[TASK STATEMENT]
All entries below must be written out verbatim, and the images must be dropped.

[DATA UNDER STUDY]
Start of Block
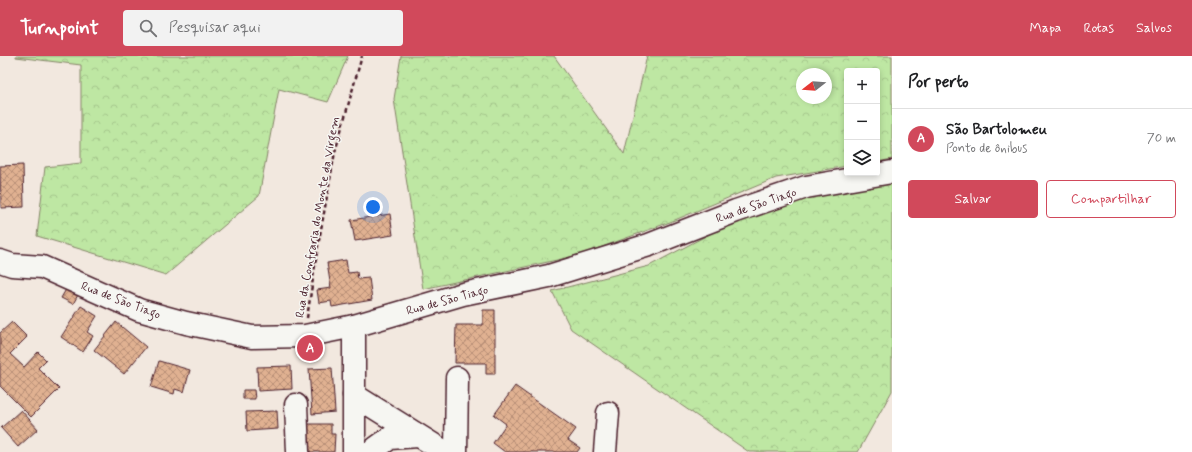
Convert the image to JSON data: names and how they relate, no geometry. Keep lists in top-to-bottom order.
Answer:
{
  "streets": {
    "street": ["Rua de São Tiago"],
    "path": ["Rua da Confraria do Monte da Virgem"]
  },
  "crossings": [
    ["Rua de São Tiago", "Rua da Confraria do Monte da Virgem"]
  ],
  "north": "left",
  "page": {
    "header": "Turnpoint",
    "search": "Pesquisar aqui",
    "nav": ["Mapa", "Rotas", "Salvos"],
    "heading": "Por perto",
    "map_buttons": ["+", "−"],
    "list": [
      {
        "mark": "A",
        "name": "São Bartolomeu",
        "note": "Ponto de ônibus",
        "value": "70 m"
      }
    ],
    "buttons": ["Salvar", "Compartilhar"],
    "pins": "A"
  }
}
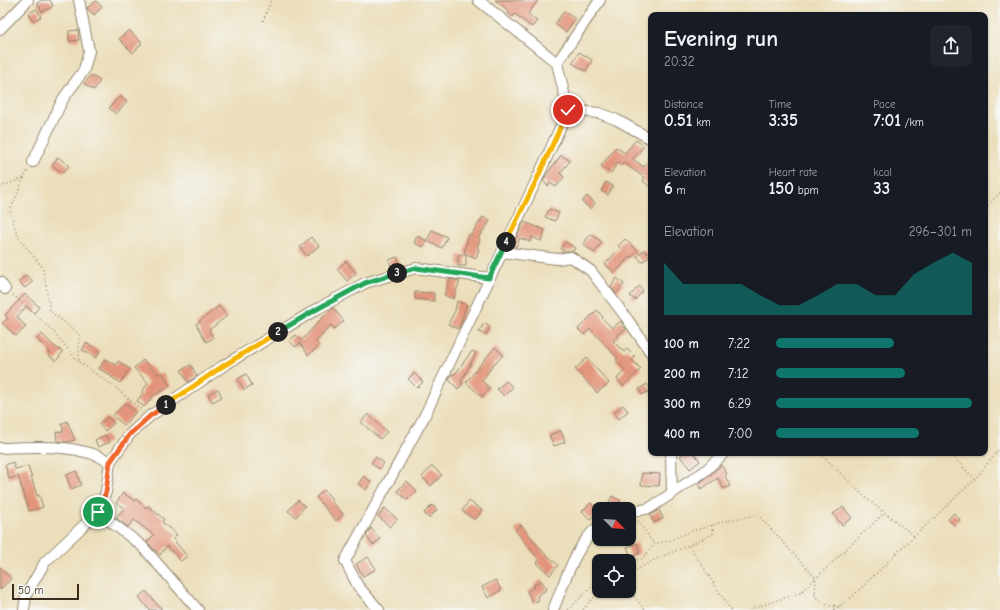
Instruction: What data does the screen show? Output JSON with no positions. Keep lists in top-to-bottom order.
{
  "scale_bar": "50 m",
  "north": "bottom right",
  "page": {
    "heading": ["Evening run", "20:32"],
    "stats": [
      ["Distance", "0.51 km"],
      ["Time", "3:35"],
      ["Pace", "7:01 /km"],
      ["Elevation", "6 m"],
      ["Heart rate", "150 bpm"],
      ["kcal", "33"]
    ],
    "chart": ["Elevation", "296–301 m"],
    "pins": [
      "4",
      "3",
      "2",
      "1"
    ],
    "list": [
      {
        "name": "100 m",
        "note": "7:22"
      },
      {
        "name": "200 m",
        "note": "7:12"
      },
      {
        "name": "300 m",
        "note": "6:29"
      },
      {
        "name": "400 m",
        "note": "7:00"
      }
    ],
    "scale": "50 m"
  }
}
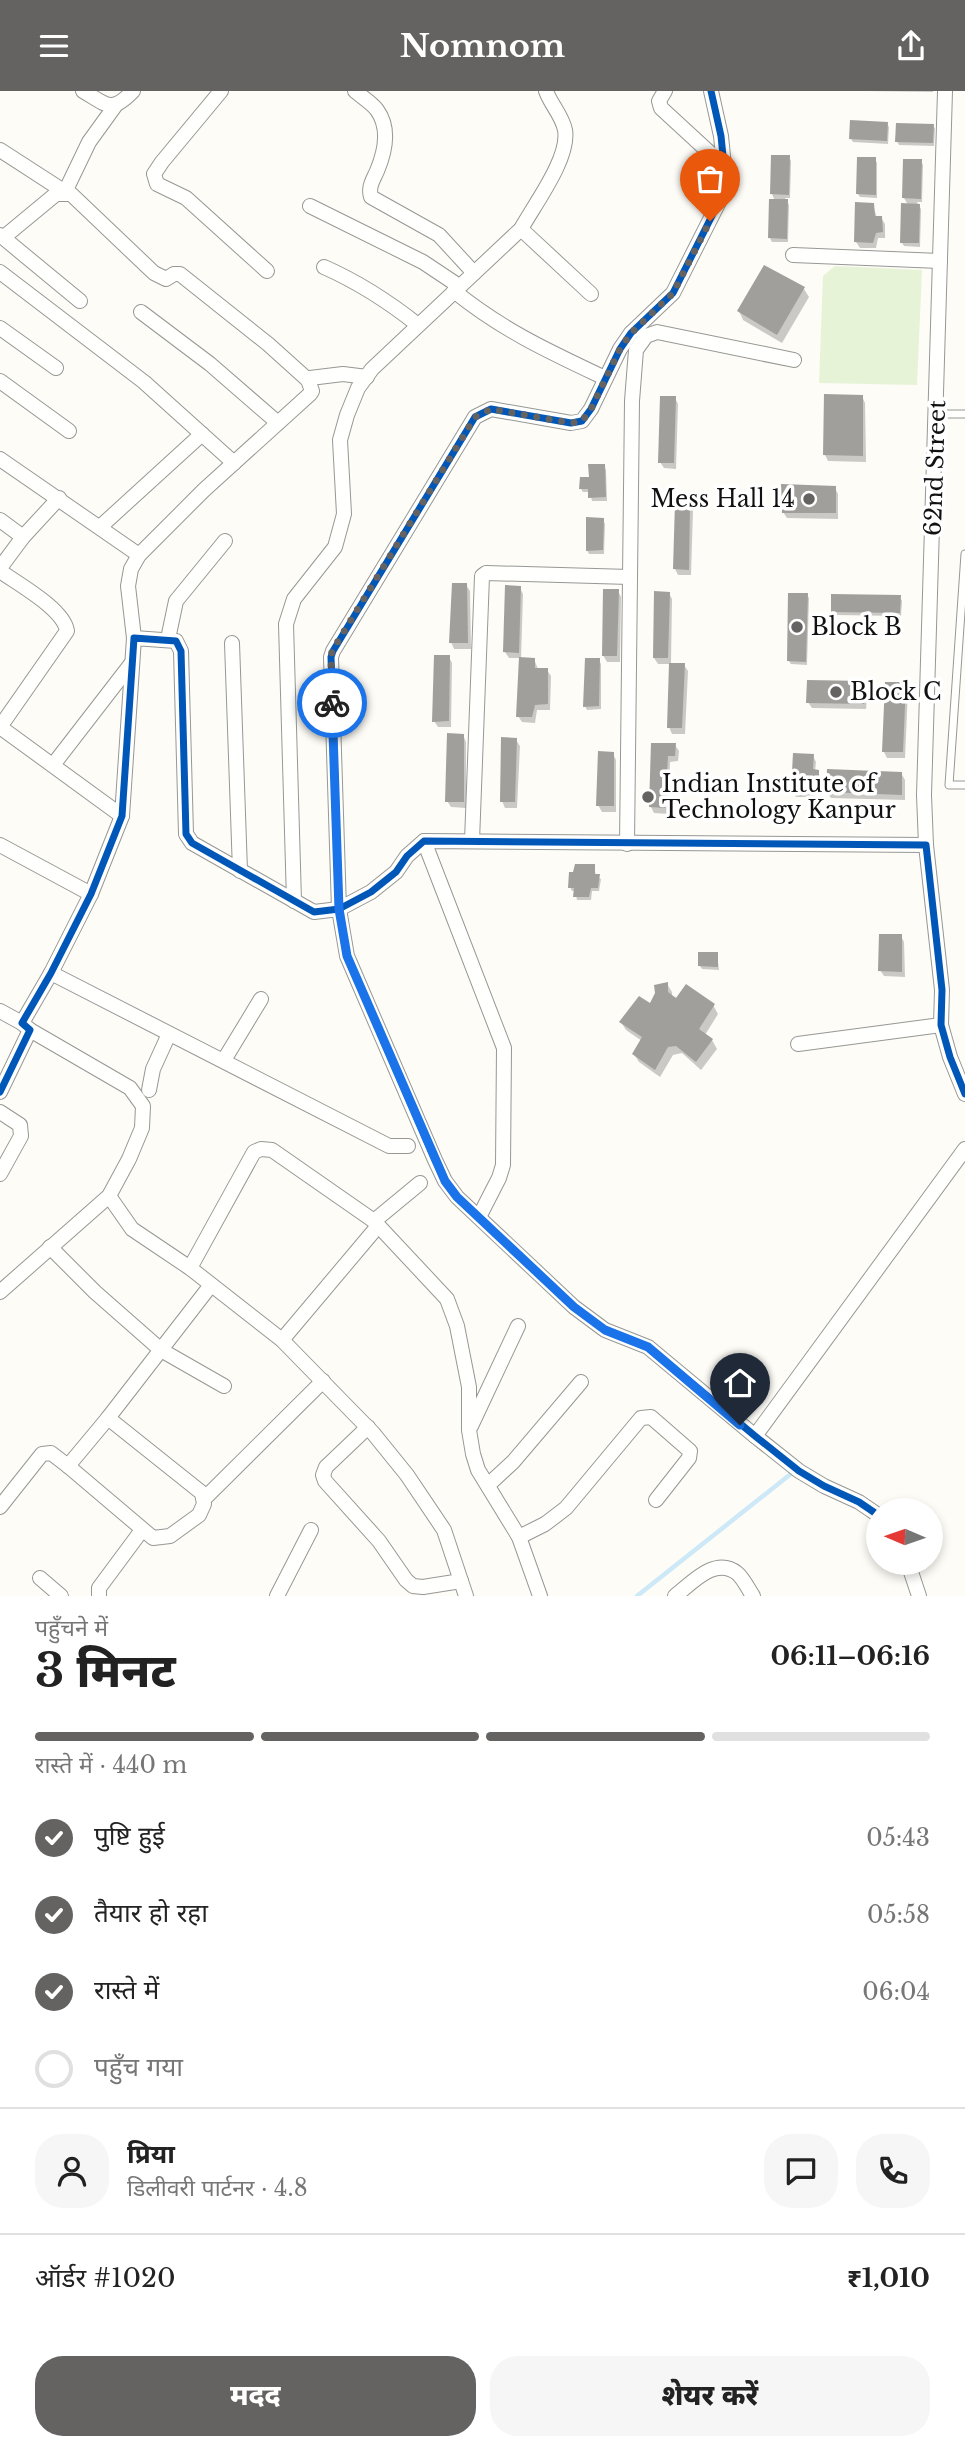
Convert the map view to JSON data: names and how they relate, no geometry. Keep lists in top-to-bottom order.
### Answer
{
  "streets": {
    "street": ["62nd Street"]
  },
  "places": [
    "Mess Hall 14",
    "Block B",
    "Block C",
    "Indian Institute of Technology Kanpur"
  ],
  "north": "left",
  "page": {
    "header": "Nomnom",
    "heading": ["3 मिनट", "पहुँचने में", "06:11–06:16"],
    "panel": [
      "प्रिया",
      "डिलीवरी पार्टनर · 4.8",
      "ऑर्डर #1020",
      "₹1,010"
    ],
    "bar": "रास्ते में · 440 m",
    "list": [
      ["पुष्टि हुई", "05:43"],
      ["तैयार हो रहा", "05:58"],
      ["रास्ते में", "06:04"],
      "पहुँच गया"
    ],
    "buttons": ["मदद", "शेयर करें"]
  }
}
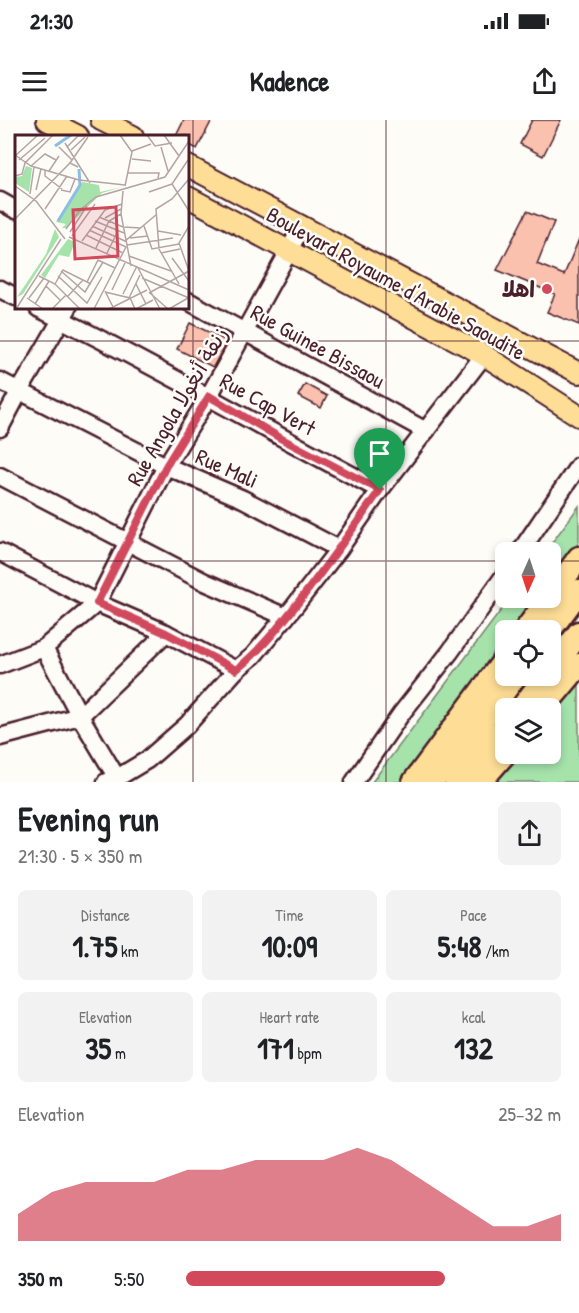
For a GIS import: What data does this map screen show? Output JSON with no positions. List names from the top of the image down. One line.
{"streets":{"main road":["Boulevard Royaume d'Arabie Saoudite"],"street":["Rue Guinee Bissaou","Rue Cap Vert","Rue Angola زنقة أنغولا","Rue Mali"]},"crossings":[["Boulevard Royaume d'Arabie Saoudite","Rue Angola زنقة أنغولا"],["Rue Guinee Bissaou","Rue Angola زنقة أنغولا"],["Rue Cap Vert","Rue Angola زنقة أنغولا"],["Rue Angola زنقة أنغولا","Rue Mali"]],"places":["اهلا"],"north":"bottom","page":{"status":"21:30","header":"Kadence","heading":["Evening run","21:30 · 5 × 350 m"],"stats":[["Distance","1.75 km"],["Time","10:09"],["Pace","5:48 /km"],["Elevation","35 m"],["Heart rate","171 bpm"],["kcal","132"]],"chart":["Elevation","25–32 m"],"list":[{"name":"350 m","note":"5:50"}]}}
End of Block
[SOLVED PROBLEM]
Convert the image to JSON data: names and how they relate, no geometry. Keep lists in top-to-bottom order.
Answer:
{
  "streets": {
    "street": ["Rua de São Tiago"],
    "path": ["Rua da Confraria do Monte da Virgem"]
  },
  "crossings": [
    ["Rua de São Tiago", "Rua da Confraria do Monte da Virgem"]
  ],
  "north": "left",
  "page": {
    "header": "Turnpoint",
    "search": "Pesquisar aqui",
    "nav": ["Mapa", "Rotas", "Salvos"],
    "heading": "Por perto",
    "map_buttons": ["+", "−"],
    "list": [
      {
        "mark": "A",
        "name": "São Bartolomeu",
        "note": "Ponto de ônibus",
        "value": "70 m"
      }
    ],
    "buttons": ["Salvar", "Compartilhar"],
    "pins": "A"
  }
}
Instruction: What data does the screen show? Output JSON with no positions. Keep lists in top-to-bottom order.
{
  "scale_bar": "50 m",
  "north": "bottom right",
  "page": {
    "heading": ["Evening run", "20:32"],
    "stats": [
      ["Distance", "0.51 km"],
      ["Time", "3:35"],
      ["Pace", "7:01 /km"],
      ["Elevation", "6 m"],
      ["Heart rate", "150 bpm"],
      ["kcal", "33"]
    ],
    "chart": ["Elevation", "296–301 m"],
    "pins": [
      "4",
      "3",
      "2",
      "1"
    ],
    "list": [
      {
        "name": "100 m",
        "note": "7:22"
      },
      {
        "name": "200 m",
        "note": "7:12"
      },
      {
        "name": "300 m",
        "note": "6:29"
      },
      {
        "name": "400 m",
        "note": "7:00"
      }
    ],
    "scale": "50 m"
  }
}
Convert the map view to JSON data: names and how they relate, no geometry. Keep lists in top-to-bottom order.
### Answer
{
  "streets": {
    "street": ["62nd Street"]
  },
  "places": [
    "Mess Hall 14",
    "Block B",
    "Block C",
    "Indian Institute of Technology Kanpur"
  ],
  "north": "left",
  "page": {
    "header": "Nomnom",
    "heading": ["3 मिनट", "पहुँचने में", "06:11–06:16"],
    "panel": [
      "प्रिया",
      "डिलीवरी पार्टनर · 4.8",
      "ऑर्डर #1020",
      "₹1,010"
    ],
    "bar": "रास्ते में · 440 m",
    "list": [
      ["पुष्टि हुई", "05:43"],
      ["तैयार हो रहा", "05:58"],
      ["रास्ते में", "06:04"],
      "पहुँच गया"
    ],
    "buttons": ["मदद", "शेयर करें"]
  }
}
For a GIS import: What data does this map screen show? Output JSON with no positions. List names from the top of the image down. One line.
{"streets":{"main road":["Boulevard Royaume d'Arabie Saoudite"],"street":["Rue Guinee Bissaou","Rue Cap Vert","Rue Angola زنقة أنغولا","Rue Mali"]},"crossings":[["Boulevard Royaume d'Arabie Saoudite","Rue Angola زنقة أنغولا"],["Rue Guinee Bissaou","Rue Angola زنقة أنغولا"],["Rue Cap Vert","Rue Angola زنقة أنغولا"],["Rue Angola زنقة أنغولا","Rue Mali"]],"places":["اهلا"],"north":"bottom","page":{"status":"21:30","header":"Kadence","heading":["Evening run","21:30 · 5 × 350 m"],"stats":[["Distance","1.75 km"],["Time","10:09"],["Pace","5:48 /km"],["Elevation","35 m"],["Heart rate","171 bpm"],["kcal","132"]],"chart":["Elevation","25–32 m"],"list":[{"name":"350 m","note":"5:50"}]}}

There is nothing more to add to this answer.